Some Days Are Just Harder Than Others
Carolyn Voisey
Mum to one incredible little dude, I work full time in higher education and have my own small business as a jewellery designer/creator. I love noth...
Today blogging is tougher than usual.
So far, I’ve part written three posts, discarding all of them in the end.
I feel like I’ve run out of words.
I have the beginnings of a migraine, have a mountain of work to do and time is dragging.
And I’m tired.
All the above are signs of someone who hasn’t had enough sleep and who is just plain out of reserves.SN parents reading this will recognise that those reserves were used up years ago, and decent sleep hasn’t been had in months if not years.

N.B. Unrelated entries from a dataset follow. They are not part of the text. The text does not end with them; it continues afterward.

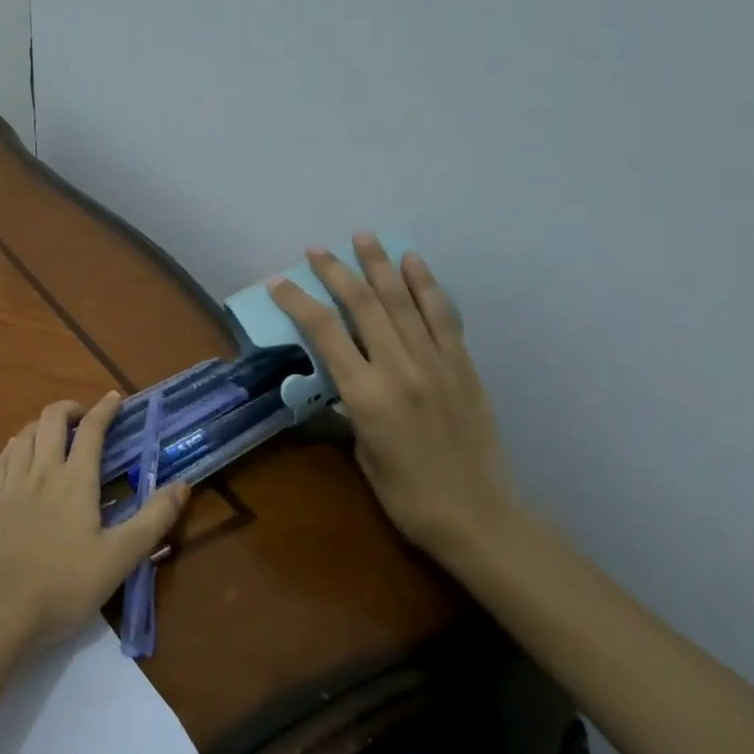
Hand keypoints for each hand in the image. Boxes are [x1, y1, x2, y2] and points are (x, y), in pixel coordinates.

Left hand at [0, 393, 190, 649]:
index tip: (115, 398)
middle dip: (70, 408)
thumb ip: (153, 518)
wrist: (3, 610)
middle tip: (85, 417)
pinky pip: (3, 455)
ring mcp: (11, 483)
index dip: (105, 410)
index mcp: (75, 480)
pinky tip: (21, 453)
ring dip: (43, 424)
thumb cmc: (66, 585)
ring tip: (56, 435)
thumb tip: (183, 485)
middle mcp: (41, 470)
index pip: (92, 431)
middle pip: (52, 419)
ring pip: (25, 433)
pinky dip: (18, 443)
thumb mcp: (121, 557)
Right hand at [268, 235, 520, 562]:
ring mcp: (436, 364)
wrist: (477, 516)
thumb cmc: (404, 493)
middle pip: (362, 305)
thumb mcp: (359, 449)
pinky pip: (442, 317)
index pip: (323, 331)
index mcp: (365, 395)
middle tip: (316, 250)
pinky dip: (426, 286)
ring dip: (380, 266)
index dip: (297, 301)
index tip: (277, 281)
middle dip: (336, 272)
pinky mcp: (463, 366)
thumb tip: (336, 374)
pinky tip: (413, 262)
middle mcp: (400, 369)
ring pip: (402, 302)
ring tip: (363, 237)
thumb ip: (347, 402)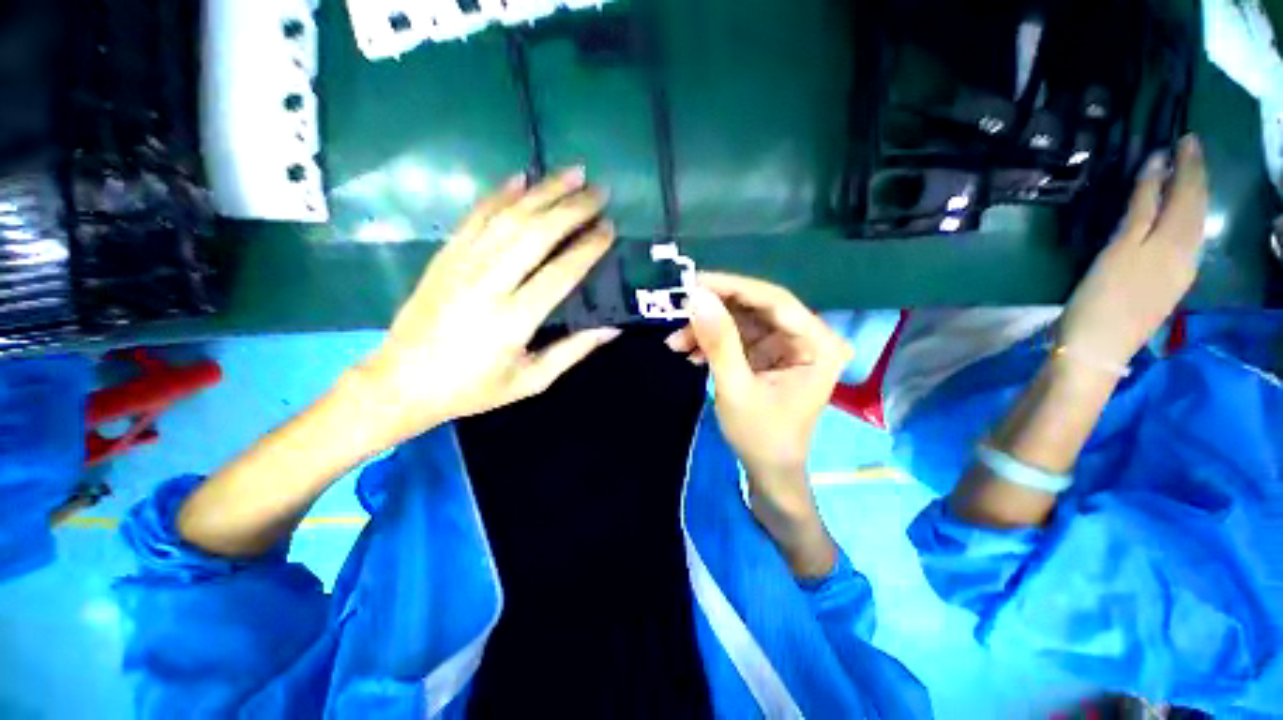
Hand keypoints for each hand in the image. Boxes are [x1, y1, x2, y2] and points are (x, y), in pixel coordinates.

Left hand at [355, 168, 620, 443]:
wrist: (402, 383)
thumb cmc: (473, 388)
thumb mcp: (531, 380)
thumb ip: (572, 351)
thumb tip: (611, 328)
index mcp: (514, 319)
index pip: (561, 272)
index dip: (589, 248)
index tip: (610, 229)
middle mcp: (489, 283)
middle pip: (537, 234)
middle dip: (572, 208)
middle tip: (600, 191)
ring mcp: (462, 264)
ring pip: (508, 217)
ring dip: (543, 191)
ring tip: (573, 173)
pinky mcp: (444, 256)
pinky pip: (475, 216)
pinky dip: (499, 194)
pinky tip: (520, 177)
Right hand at [666, 273, 852, 575]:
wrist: (767, 470)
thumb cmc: (760, 436)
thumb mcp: (735, 388)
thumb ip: (719, 341)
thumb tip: (696, 297)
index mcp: (817, 345)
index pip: (775, 301)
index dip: (733, 287)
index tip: (695, 282)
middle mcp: (806, 338)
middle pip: (756, 307)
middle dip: (714, 309)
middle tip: (678, 308)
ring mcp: (785, 345)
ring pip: (742, 320)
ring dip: (707, 328)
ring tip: (675, 342)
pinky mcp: (767, 354)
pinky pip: (737, 337)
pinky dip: (711, 342)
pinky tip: (689, 353)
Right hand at [1058, 135, 1209, 369]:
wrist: (1098, 348)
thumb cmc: (1101, 297)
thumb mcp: (1119, 248)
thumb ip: (1141, 208)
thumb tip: (1157, 164)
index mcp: (1175, 240)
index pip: (1188, 192)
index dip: (1189, 164)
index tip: (1187, 137)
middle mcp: (1187, 251)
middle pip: (1197, 207)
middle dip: (1196, 176)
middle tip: (1191, 149)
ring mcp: (1180, 271)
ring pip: (1196, 224)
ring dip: (1194, 197)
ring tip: (1187, 176)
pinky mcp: (1169, 284)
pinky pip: (1188, 240)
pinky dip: (1187, 219)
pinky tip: (1181, 216)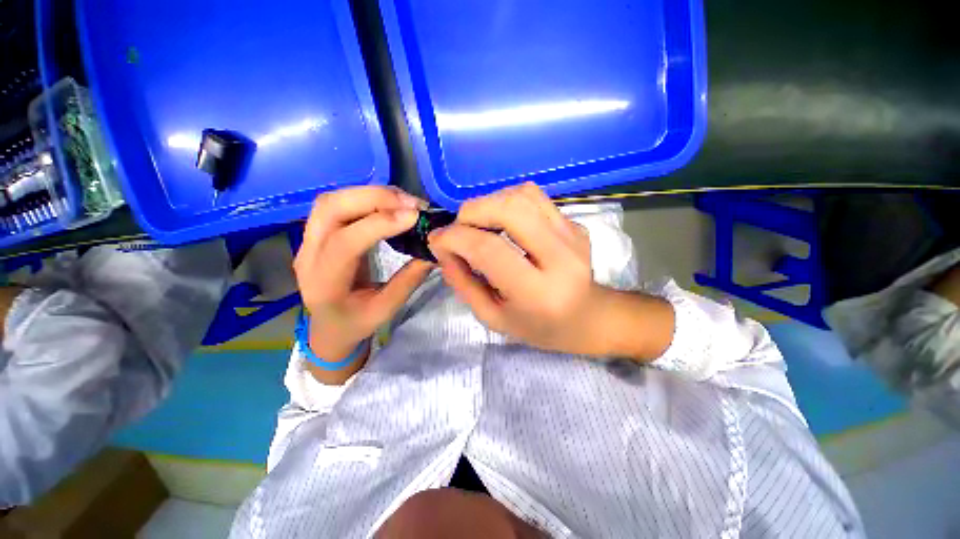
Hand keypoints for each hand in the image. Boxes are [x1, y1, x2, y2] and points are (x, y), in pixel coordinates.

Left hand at [294, 186, 433, 382]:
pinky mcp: (318, 233)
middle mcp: (307, 254)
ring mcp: (308, 240)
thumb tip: (433, 251)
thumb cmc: (355, 324)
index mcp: (323, 283)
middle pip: (330, 208)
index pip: (345, 242)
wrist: (328, 326)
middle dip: (374, 198)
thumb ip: (408, 280)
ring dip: (370, 194)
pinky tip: (390, 204)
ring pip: (332, 200)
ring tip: (404, 201)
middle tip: (412, 204)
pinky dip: (367, 197)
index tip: (414, 217)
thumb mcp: (385, 310)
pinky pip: (339, 204)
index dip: (379, 224)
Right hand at [427, 183, 608, 355]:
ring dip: (490, 202)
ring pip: (523, 195)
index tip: (436, 240)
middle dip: (472, 211)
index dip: (454, 238)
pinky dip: (509, 201)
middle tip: (459, 228)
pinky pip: (536, 198)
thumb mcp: (493, 317)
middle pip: (510, 209)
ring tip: (479, 224)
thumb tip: (443, 249)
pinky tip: (503, 222)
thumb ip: (463, 283)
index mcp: (538, 292)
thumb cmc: (538, 327)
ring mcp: (573, 235)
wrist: (586, 318)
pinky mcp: (576, 224)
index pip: (489, 249)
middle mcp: (560, 258)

Today is one of those days when things are just harder than usual.
This week, my brother and his partner have taken their children away camping for a week.
The kids were bubbling over with excitement on Saturday as they piled into the car waiting to leave.
I love those kids, but with all the building work going on and additional stress that brings with it, I’m just a little more sensitive than usual.
Hearing my 3-year-old nephew chatting away excitedly to his toys made me smile but then turn away quickly so the tears wouldn’t be noticed.
At 3 years old, he has already far overtaken my boy developmentally.
At 7 years old my son is becoming too heavy to lift comfortably.His Dad can do so, but even he is starting to struggle.
All children reach a size where their parents are unable to lift them easily, it’s just that for most of the time those children are able to stand and walk on their own.
For us, the realisation that our boy is getting so tall is a double edged sword – it’s something we didn’t dare hope for when he was a baby, yet it’s a reminder that while he continues to grow normally, his abilities are unable to keep up.
I thought I’d reached a level of acceptance where seeing developmentally normal, healthy children wouldn’t break my heart quite so much anymore.
People tend to try and make you feel better by reminding you of how wonderful YOUR child is, and how much they have achieved despite prognoses, disabilities, illness… believe me, my grief at what my son has and will miss out on in no way means I love him any less.
I love that child fiercely and celebrate every achievement no matter how small, because it has been hard won.